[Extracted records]
....
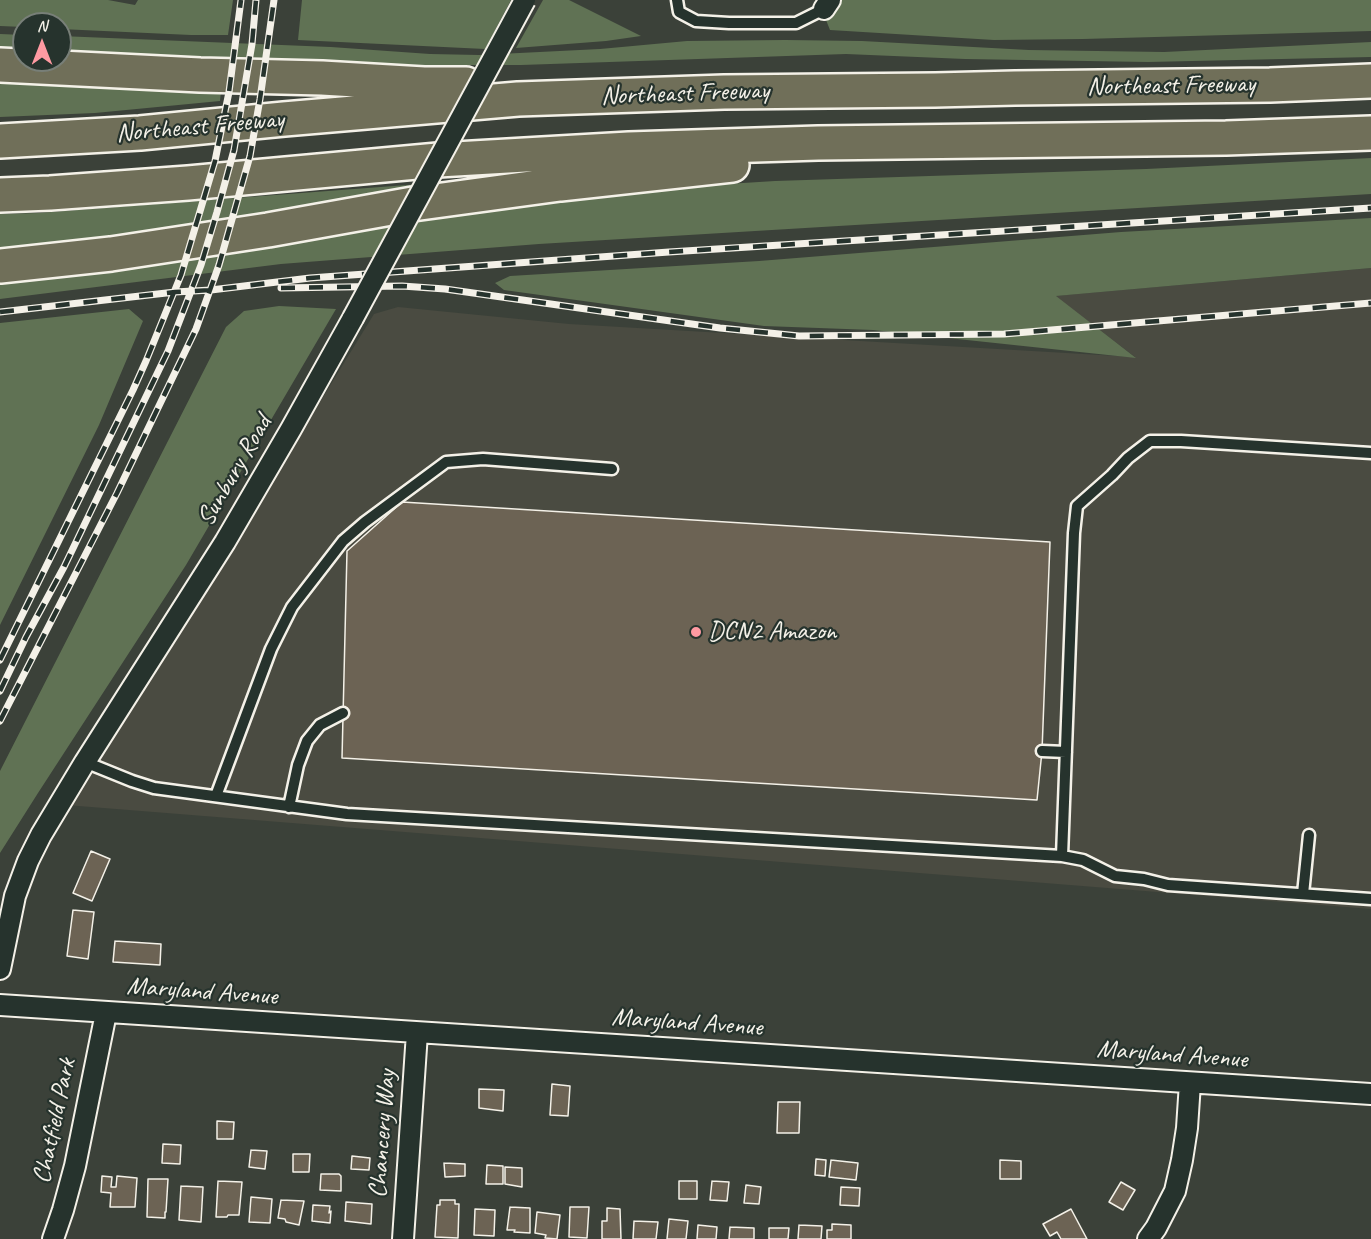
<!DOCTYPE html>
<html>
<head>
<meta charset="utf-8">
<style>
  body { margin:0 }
  #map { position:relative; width:1371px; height:1239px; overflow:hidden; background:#3b4139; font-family:Caveat,sans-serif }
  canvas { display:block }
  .north { position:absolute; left:12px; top:12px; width:60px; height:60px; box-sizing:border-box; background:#26332d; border:2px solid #787f78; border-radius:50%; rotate:0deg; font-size:16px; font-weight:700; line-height:24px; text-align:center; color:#f4f1e8 }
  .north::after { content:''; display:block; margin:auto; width:21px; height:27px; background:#ff9aa2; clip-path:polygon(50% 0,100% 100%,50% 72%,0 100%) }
</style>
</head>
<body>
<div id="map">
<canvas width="1371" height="1239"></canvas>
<div class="north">N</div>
</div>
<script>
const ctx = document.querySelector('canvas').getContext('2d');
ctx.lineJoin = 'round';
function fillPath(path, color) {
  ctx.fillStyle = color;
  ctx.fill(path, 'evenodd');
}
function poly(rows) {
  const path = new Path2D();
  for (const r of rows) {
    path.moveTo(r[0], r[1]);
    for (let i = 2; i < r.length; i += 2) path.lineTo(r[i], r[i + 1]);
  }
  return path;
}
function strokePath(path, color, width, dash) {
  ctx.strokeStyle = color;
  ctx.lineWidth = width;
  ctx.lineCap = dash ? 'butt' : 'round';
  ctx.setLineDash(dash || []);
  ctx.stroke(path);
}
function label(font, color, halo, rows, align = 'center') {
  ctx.font = font + ' Caveat,sans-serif';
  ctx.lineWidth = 4.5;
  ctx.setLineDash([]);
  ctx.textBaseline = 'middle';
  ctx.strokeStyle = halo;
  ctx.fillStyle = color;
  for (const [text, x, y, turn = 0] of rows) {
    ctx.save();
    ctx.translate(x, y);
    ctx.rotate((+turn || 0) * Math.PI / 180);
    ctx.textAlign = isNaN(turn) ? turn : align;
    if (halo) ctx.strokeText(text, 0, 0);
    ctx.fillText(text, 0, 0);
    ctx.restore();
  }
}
const built = poly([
  [1371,268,1371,909,66,805,234,542,374,314,398,307,569,324,1135,357,1055,296]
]);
const green = poly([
  [0,0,108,0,135,5,138,0,233,0,228,35,191,35,60,29,60,24,24,24,24,27,0,26],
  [302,0,511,0,485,49,298,40],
  [543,0,569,0,641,36,606,41,516,48],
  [832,0,1371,0,1371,31,1083,39,994,40,830,30,824,15],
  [0,34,24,35,24,51,0,50],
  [60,36,331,47,430,54,479,55,600,49,687,41,785,40,862,41,1029,50,1164,52,1371,42,1371,57,1148,62,965,59,846,54,521,65,317,65,60,53],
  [0,73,222,81,220,101,95,113,0,117],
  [1371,158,1371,194,539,244,281,264,0,299,0,276,391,219,647,189,775,181,1146,169],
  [420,184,421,193,0,256,0,214,38,213],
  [1371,218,1371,268,1056,296,1136,358,873,330,764,326,504,290,495,283,510,276,759,261,1121,232],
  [279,306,336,309,186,565,38,793,0,853,0,771,226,327,244,311],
  [129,309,143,321,99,425,0,625,0,323]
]);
const building = poly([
  [402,502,1050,542,1042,751,1037,800,342,758,347,551,402,502],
  [91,851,110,859,92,901,73,893,91,851],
  [73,910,94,912,88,959,67,956,73,910],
  [115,941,161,944,160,965,113,962,115,941],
  [552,1084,570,1086,568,1116,550,1115,552,1084],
  [479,1089,504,1090,503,1111,479,1108,479,1089],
  [778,1102,800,1102,799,1133,777,1133,778,1102],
  [217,1121,234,1122,233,1139,217,1139,217,1121],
  [163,1144,181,1145,180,1164,162,1163,163,1144],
  [251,1150,267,1151,265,1169,249,1167,251,1150],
  [293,1154,310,1154,309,1172,293,1172,293,1154],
  [352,1156,370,1158,369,1170,351,1169,352,1156],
  [816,1159,826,1160,825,1176,815,1175,816,1159],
  [831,1160,858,1163,856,1180,829,1177,831,1160],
  [1000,1160,1021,1161,1021,1179,1000,1179,1000,1160],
  [444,1163,465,1164,465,1176,445,1177,444,1163],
  [487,1165,503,1166,503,1184,486,1184,487,1165],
  [505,1167,522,1168,522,1187,505,1184,505,1167],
  [321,1174,339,1174,341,1176,341,1191,320,1190,321,1174],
  [102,1176,112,1177,111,1187,116,1187,117,1176,137,1178,135,1207,110,1207,111,1193,101,1192,102,1176],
  [148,1179,168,1179,166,1212,165,1212,165,1218,147,1217,148,1179],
  [218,1181,242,1182,239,1215,228,1215,227,1217,216,1217,218,1181],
  [679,1181,697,1181,697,1199,679,1199,679,1181],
  [712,1181,729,1182,727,1201,710,1200,712,1181],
  [1121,1182,1135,1190,1123,1210,1109,1202,1121,1182],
  [746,1185,761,1187,759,1204,744,1203,746,1185],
  [181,1186,203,1187,201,1222,179,1220,181,1186],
  [841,1187,860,1188,859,1206,840,1205,841,1187],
  [251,1197,272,1199,270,1223,249,1222,251,1197],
  [281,1200,304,1201,299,1225,286,1222,285,1219,278,1218,281,1200],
  [440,1200,455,1200,455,1204,459,1204,458,1238,435,1237,437,1205,440,1205,440,1200],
  [346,1202,372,1204,371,1224,345,1221,346,1202],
  [313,1205,330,1206,329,1213,331,1211,330,1223,312,1221,313,1205],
  [510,1207,530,1208,530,1233,514,1232,515,1230,507,1230,510,1207],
  [570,1207,589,1207,587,1238,569,1237,570,1207],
  [607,1208,620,1209,621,1239,602,1239,602,1221,607,1221,607,1208],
  [475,1209,495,1210,494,1236,474,1235,475,1209],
  [1071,1209,1087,1239,1061,1239,1057,1232,1050,1236,1043,1224,1071,1209],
  [537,1212,560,1215,557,1239,545,1238,546,1235,535,1233,537,1212],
  [669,1219,688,1221,686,1239,667,1239,669,1219],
  [634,1221,658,1222,656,1239,633,1239,634,1221],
  [832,1224,851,1225,851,1239,827,1239,827,1230,832,1230,832,1224],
  [698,1225,717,1227,716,1239,697,1239,698,1225],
  [799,1225,822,1226,821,1239,798,1239,799,1225],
  [730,1227,754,1228,754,1239,729,1239,730,1227],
  [769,1228,789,1228,788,1239,769,1239,769,1228]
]);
const service = poly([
  [677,0,679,12,696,21,729,23,796,23,824,9],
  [1042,751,1066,752],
  [85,762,132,781,154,788,347,814,1062,856,1083,860,1115,876,1144,879,1168,885,1371,899],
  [216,796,271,649,292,607,343,541,365,522,446,462,483,459,612,469],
  [289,807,298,765,307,741,320,725,343,713],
  [1062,856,1074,533,1077,506,1112,475,1128,458,1150,441,1181,441,1371,453],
  [1303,894,1309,835]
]);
const minor = poly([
  [824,9,830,0],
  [0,969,15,896,28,861,41,835,85,762,225,542,291,429,353,318],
  [0,1005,1371,1094],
  [53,1239,63,1210,75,1166,106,1013],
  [403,1239,417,1033],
  [1148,1239,1156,1228,1175,1191,1182,1160,1187,1128,1190,1083]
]);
const motorway = poly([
  [0,65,200,75,322,78,424,84,466,84],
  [0,141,140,133,284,119,518,99,724,92,935,90,1015,88,1270,85,1371,81],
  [0,195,50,193,188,183,438,160,629,149,818,143,1226,138,1371,133],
  [0,266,111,254,268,230,413,204,560,184,732,165]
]);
const rail = poly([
  [281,288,402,286,445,289,720,328,799,336,1004,334,1371,303],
  [0,312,175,292,211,290,310,278,669,252,1371,208],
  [0,660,133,390,146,361,181,275,215,161,229,92,241,0],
  [0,691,26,637,64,567,168,351,201,265,217,212,234,150,252,44,256,0],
  [0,721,117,493,196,329,219,265,250,156,260,99,274,0]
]);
const minorBridge = poly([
  [353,318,525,0]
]);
const markers = [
  [696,632,6,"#ff9aa2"]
];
const streetNames = [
  ["Northeast Freeway",1171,86,-1],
  ["Northeast Freeway",685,94,-2],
  ["Northeast Freeway",200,127,-5],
  ["Sunbury Road",235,471,-60],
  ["Maryland Avenue",202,992,4],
  ["Maryland Avenue",687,1023,4],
  ["Maryland Avenue",1172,1055,4],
  ["Chatfield Park",55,1121,-78],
  ["Chancery Way",383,1134,-86]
];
const poiNames = [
  ["DCN2 Amazon",708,632]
];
fillPath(built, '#4a4b41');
fillPath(green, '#607254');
fillPath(building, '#6c6354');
strokePath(building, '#f4f1e8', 1.5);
strokePath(service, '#f4f1e8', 15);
strokePath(minor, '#f4f1e8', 24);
strokePath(motorway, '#f4f1e8', 38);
strokePath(service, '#26332d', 10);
strokePath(minor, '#26332d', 20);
strokePath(motorway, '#706f59', 33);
strokePath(rail, '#f4f1e8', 7);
strokePath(rail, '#26332d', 4.5, [14]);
strokePath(minorBridge, '#f4f1e8', 24, []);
strokePath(minorBridge, '#26332d', 20);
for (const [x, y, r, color] of markers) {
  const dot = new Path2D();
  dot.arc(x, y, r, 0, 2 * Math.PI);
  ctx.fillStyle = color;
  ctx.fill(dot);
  strokePath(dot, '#26332d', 2);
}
label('26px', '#f4f1e8', '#26332d', streetNames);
label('26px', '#f4f1e8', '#26332d', poiNames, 'left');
</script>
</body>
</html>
....
◆ Brief:
What lines in the data above contain the word "rows"? Copy them all.

◆ Solution to the exercise:
function poly(rows) {
  for (const r of rows) {
function label(font, color, halo, rows, align = 'center') {
  for (const [text, x, y, turn = 0] of rows) {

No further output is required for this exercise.